# nuts and bolts-storage



## kesjc (Dec 16, 2007)

I like to make a storage unit that I could have all my hardware organized in. Any thoughts. thanks


----------



## Kingfisher (Oct 14, 2007)

I'm still using the "classic" coffee can method. It works and I built a old style tool box/tray that carries 10 cans so I could load it with the fasener I thought I would need on job. Mine are mainly screws and nails but should work the same.


----------



## woodman42 (Aug 6, 2007)

What about something like what Lowe's and HD have for their specialty fasteners? I have been considering something like that for my shop.
Basically a cabinet with shallow drawers with dividers.


----------



## bigredc (Sep 1, 2007)

I use anything with a screw on lid. peanutbutter, mayonaze jar.


----------



## Daren (Oct 14, 2006)

bigredc said:


> I use anything with a screw on lid. peanutbutter, mayonaze jar.


I remember my Grampa's shop, same thing jars. He would run a couple screws though the lid and had them hanging overhead to save space. Just screw the jar on and off when he needed something.


----------



## mdlbldrmatt135 (Dec 6, 2006)

I use a few different things: 

Ammo Cans are great for boxes of Screws & Nails
Plastic drawer cabinets :http://www.lkgoodwin.com/more_info/plastic_drawer_cabinets/plastic_drawer_cabinets.shtml
and I've also been bringing home the "bin type" cardboard boxes from HD (an advantage of working there PT)


----------



## bigredc (Sep 1, 2007)

How about the old glass baby jars a lot of people used to use them. I just remembered. The plastic container they sell ground beef in. It's about 5X8X3. I use them for cleaning stuff for holding long bolts. I've got a thing for hardware, and bins of junk. I save everything.


----------



## daryl in nanoose (Feb 18, 2007)

I use plastic containers with lids from wall mart and have a designated drawer for them but I also have another drawer with deviders and I can put to layers if I want ( see pics). I have also made some specialty totes.


----------



## woodman42 (Aug 6, 2007)

That looks good Daryl. I like the ideas you have there but I'll have to put clear lids of plexi on mine to keep out the dust. 
Hope you don't mind I'm going to print your pictures for reference.


----------



## daryl in nanoose (Feb 18, 2007)

woodman42 said:


> That looks good Daryl. I like the ideas you have there but I'll have to put clear lids of plexi on mine to keep out the dust.
> Hope you don't mind I'm going to print your pictures for reference.
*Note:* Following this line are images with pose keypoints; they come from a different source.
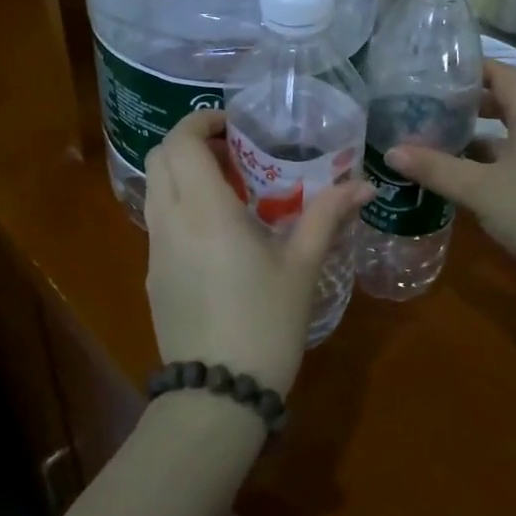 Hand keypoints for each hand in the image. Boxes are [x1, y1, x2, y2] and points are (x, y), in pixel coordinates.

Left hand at [144, 109, 370, 395]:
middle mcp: (169, 221)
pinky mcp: (152, 276)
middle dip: (191, 143)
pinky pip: (159, 222)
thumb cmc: (265, 323)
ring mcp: (154, 250)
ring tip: (230, 190)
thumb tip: (364, 184)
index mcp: (204, 211)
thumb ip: (327, 216)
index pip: (181, 141)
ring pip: (155, 189)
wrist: (218, 394)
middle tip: (234, 153)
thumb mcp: (301, 267)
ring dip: (183, 174)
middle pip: (160, 158)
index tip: (235, 126)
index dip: (202, 121)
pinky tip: (217, 234)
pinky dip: (180, 205)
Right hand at [386, 60, 515, 296]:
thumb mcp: (480, 190)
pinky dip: (489, 164)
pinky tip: (462, 179)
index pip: (502, 73)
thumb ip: (436, 168)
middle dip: (466, 104)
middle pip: (505, 103)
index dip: (469, 68)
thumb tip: (391, 151)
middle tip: (425, 107)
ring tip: (434, 141)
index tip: (431, 71)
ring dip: (475, 138)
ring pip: (510, 136) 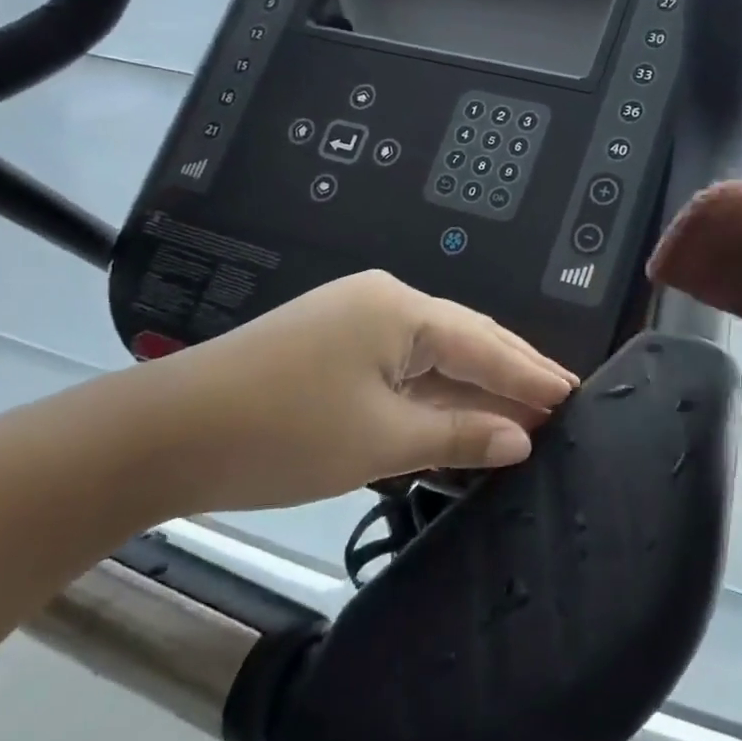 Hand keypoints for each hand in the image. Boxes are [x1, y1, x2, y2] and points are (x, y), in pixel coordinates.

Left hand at [135, 271, 577, 514]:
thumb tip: (522, 438)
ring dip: (474, 386)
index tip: (577, 395)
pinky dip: (435, 392)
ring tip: (523, 412)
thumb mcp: (381, 439)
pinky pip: (403, 366)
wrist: (164, 434)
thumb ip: (459, 433)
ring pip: (434, 354)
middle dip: (512, 373)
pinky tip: (460, 414)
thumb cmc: (282, 433)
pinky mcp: (333, 345)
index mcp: (402, 310)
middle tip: (560, 401)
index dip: (533, 375)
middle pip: (466, 339)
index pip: (487, 345)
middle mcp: (384, 301)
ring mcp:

 No problem, its funny you mentioned plexi, though of that myself but never got around to it.


----------



## kesjc (Dec 16, 2007)

All you guys have great ideas. thank for the help.


----------



## Gerry KIERNAN (Apr 20, 2007)

I have probably kept every piece of hardware I have ever gotten [Packus Rattus Rexis] So, I have quite a collection. Smaller items are mainly in the plastic organizers that have little slide out drawers. The bigger items are mostly in plastic bins on shelves. I also have about eight plastic coin drawers from cash registers or desks, that I plan to build a cabinet for. Larger quantities of nails are still in cardboard boxes, up on shelves. The plastic bins are about the size of Daryl's wooden ones. They work quite well. I have all my hardware items in a room seperate from my actual woodworking area, so dust isn't a big issue. Some day I am going to have to get a label printing program on this computer, and print up a slew of labels.

Gerry


----------



## Air Force 1 (Nov 1, 2007)

*Hardwear Supplies*

I was into that just this morning, I made like a picture frame with 4x4s with legs and rollers. Took 4x4s 6" long and drilled a 5/8" hole in the center and put three on a 1/2" thearded rod and mounted it on the picture frame. On each 6" 4x4 I scewed a plastic jar lid on each side. The 1st row holds 12 plastic jars. You can see what you want and also you can write on the bottoms the size or what ever. Each one is seperated with 2 washers and the nuts on each end is doubled to make a locking nut, that way they turn easy. Joe


----------



## MinConst (Oct 30, 2006)

You *gotta* take a picture Joe.


----------



## KC7CN (Aug 21, 2007)

*Peanut Butter Jars*

This is what I use! Cabinet is full now, and I have a lot more empty jars. Time to build a bigger cabinet! I really like the plastic jars; they don't brake when you drop them. I label hardware size on some of them with masking tape and felt pen; noting fancy.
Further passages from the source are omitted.